Through the Prophet Samuel, God chooses Saul to be the first king of the Jews. But after a while, along comes David who wins the hearts of the people by slaying Goliath and having God on his side. So, once again, God sends an evil spirit into Saul and Saul decides David is his mortal enemy, at first trying to slay him with a javelin, then later trying to destroy David's new army with his army. But, it's God making Saul homicidal. So, God initially loved and blessed Saul, but later he abandoned him and Saul died by falling on his own sword. How much does God love and bless you?
Back in the beginning, God sets Adam and Eve up in Paradise, but instructs them not to eat the fruit of the tree of the knowledge of good and evil. So, if they didn't already have the knowledge of good and evil, then they wouldn't have known that disobeying God was a sin. They wouldn't know what sin was. They were like animals. Fruit is good. I know it's all just allegory, but it's just God again not acting rationally. (Have you ever considered that, if man were created in God's image - then God must be naked, for that is how he created them.)
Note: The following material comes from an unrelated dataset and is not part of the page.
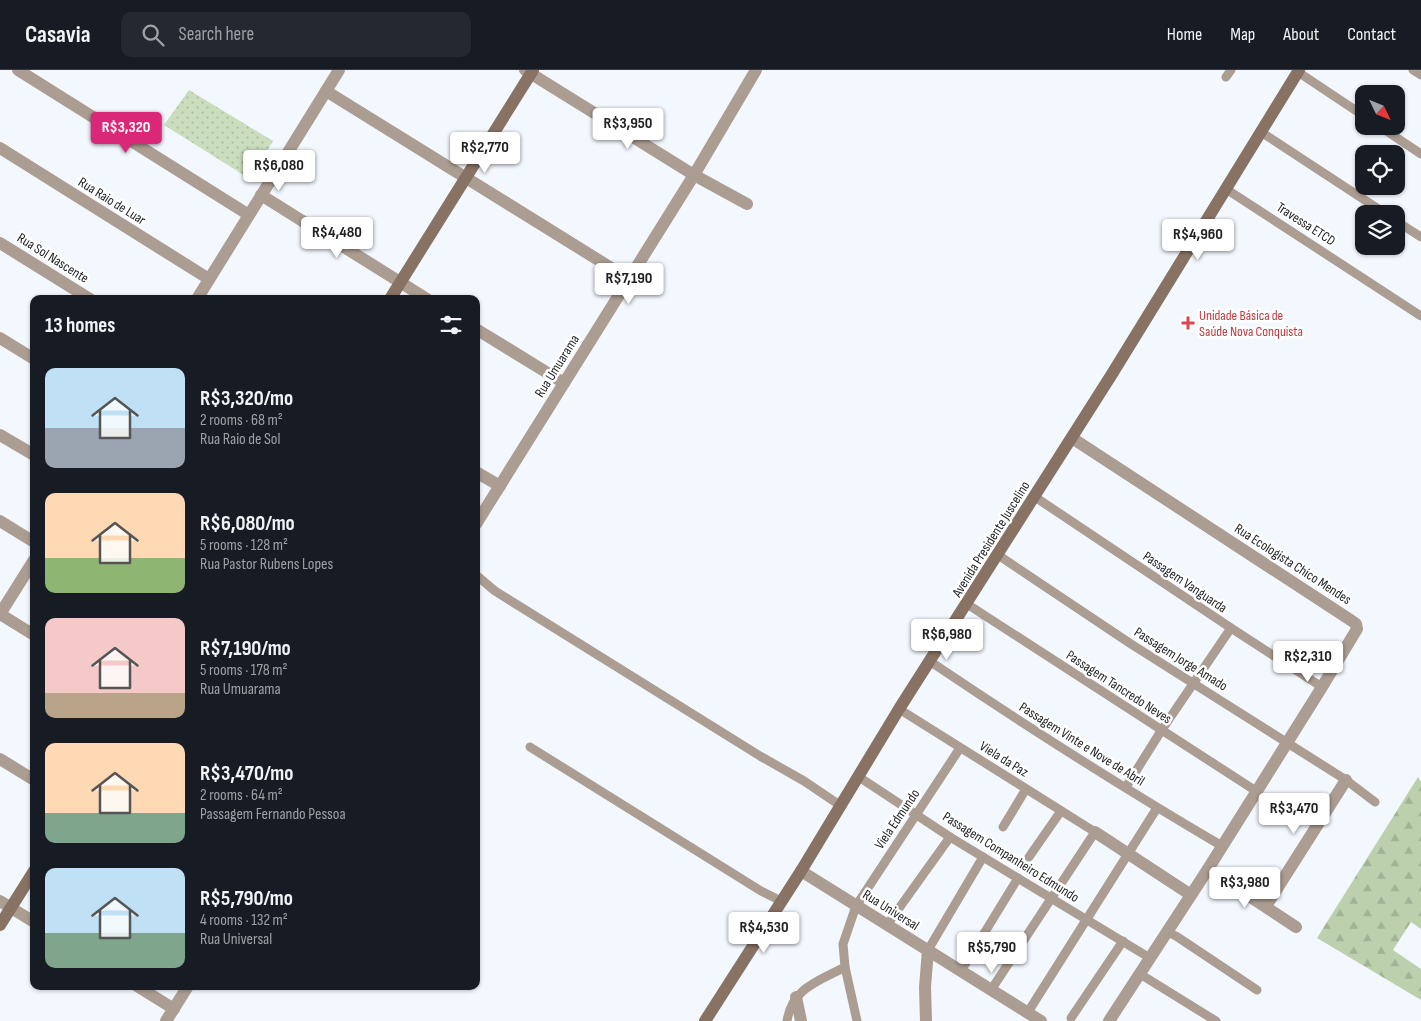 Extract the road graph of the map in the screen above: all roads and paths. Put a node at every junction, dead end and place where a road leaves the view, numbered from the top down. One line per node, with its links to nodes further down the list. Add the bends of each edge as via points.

And why does sometimes God speak to people directly, and at other times he speaks through prophets. Even King David, who asked God direct questions and got direct answers, sometimes was told of God's wishes through Nathan, the prophet. Or God would speak through an angel, like when he couldn't be bothered to tell Abraham not to murder his son. He let the angel do it. I mean, all God had to do was tell Abraham to stop - but maybe he thought that the angel was more dramatic. And, as we have seen, God likes drama. How dramatic is your life?
God is anything but loving. The God of the Old Testament is not the God that Jesus talks about. Jesus' God is a loving, compassionate, forgiving God. The God of the Old Testament only loves the Jews, and then, only when they are worshipping him. He destroyed everyone but Noah and his family once. He couldn't have loved all the people he destroyed. And we are a lot more wicked now than we ever were then. Who knows what other crazy notions God has in mind? Christians would say that fear of God is good. But the kind of fear that God inspires is crazy-guy-with-a-gun in a school fear, and we certainly don't need that. God is scary because of his unpredictability. God is scary because of his poor track record. God is scary for the way that he has treated his own special people, allowing them to be taken into slavery, to be persecuted for centuries, and allowing the Holocaust. And God is scary because so many people believe in him without a shred of evidence. Fear God - indeed.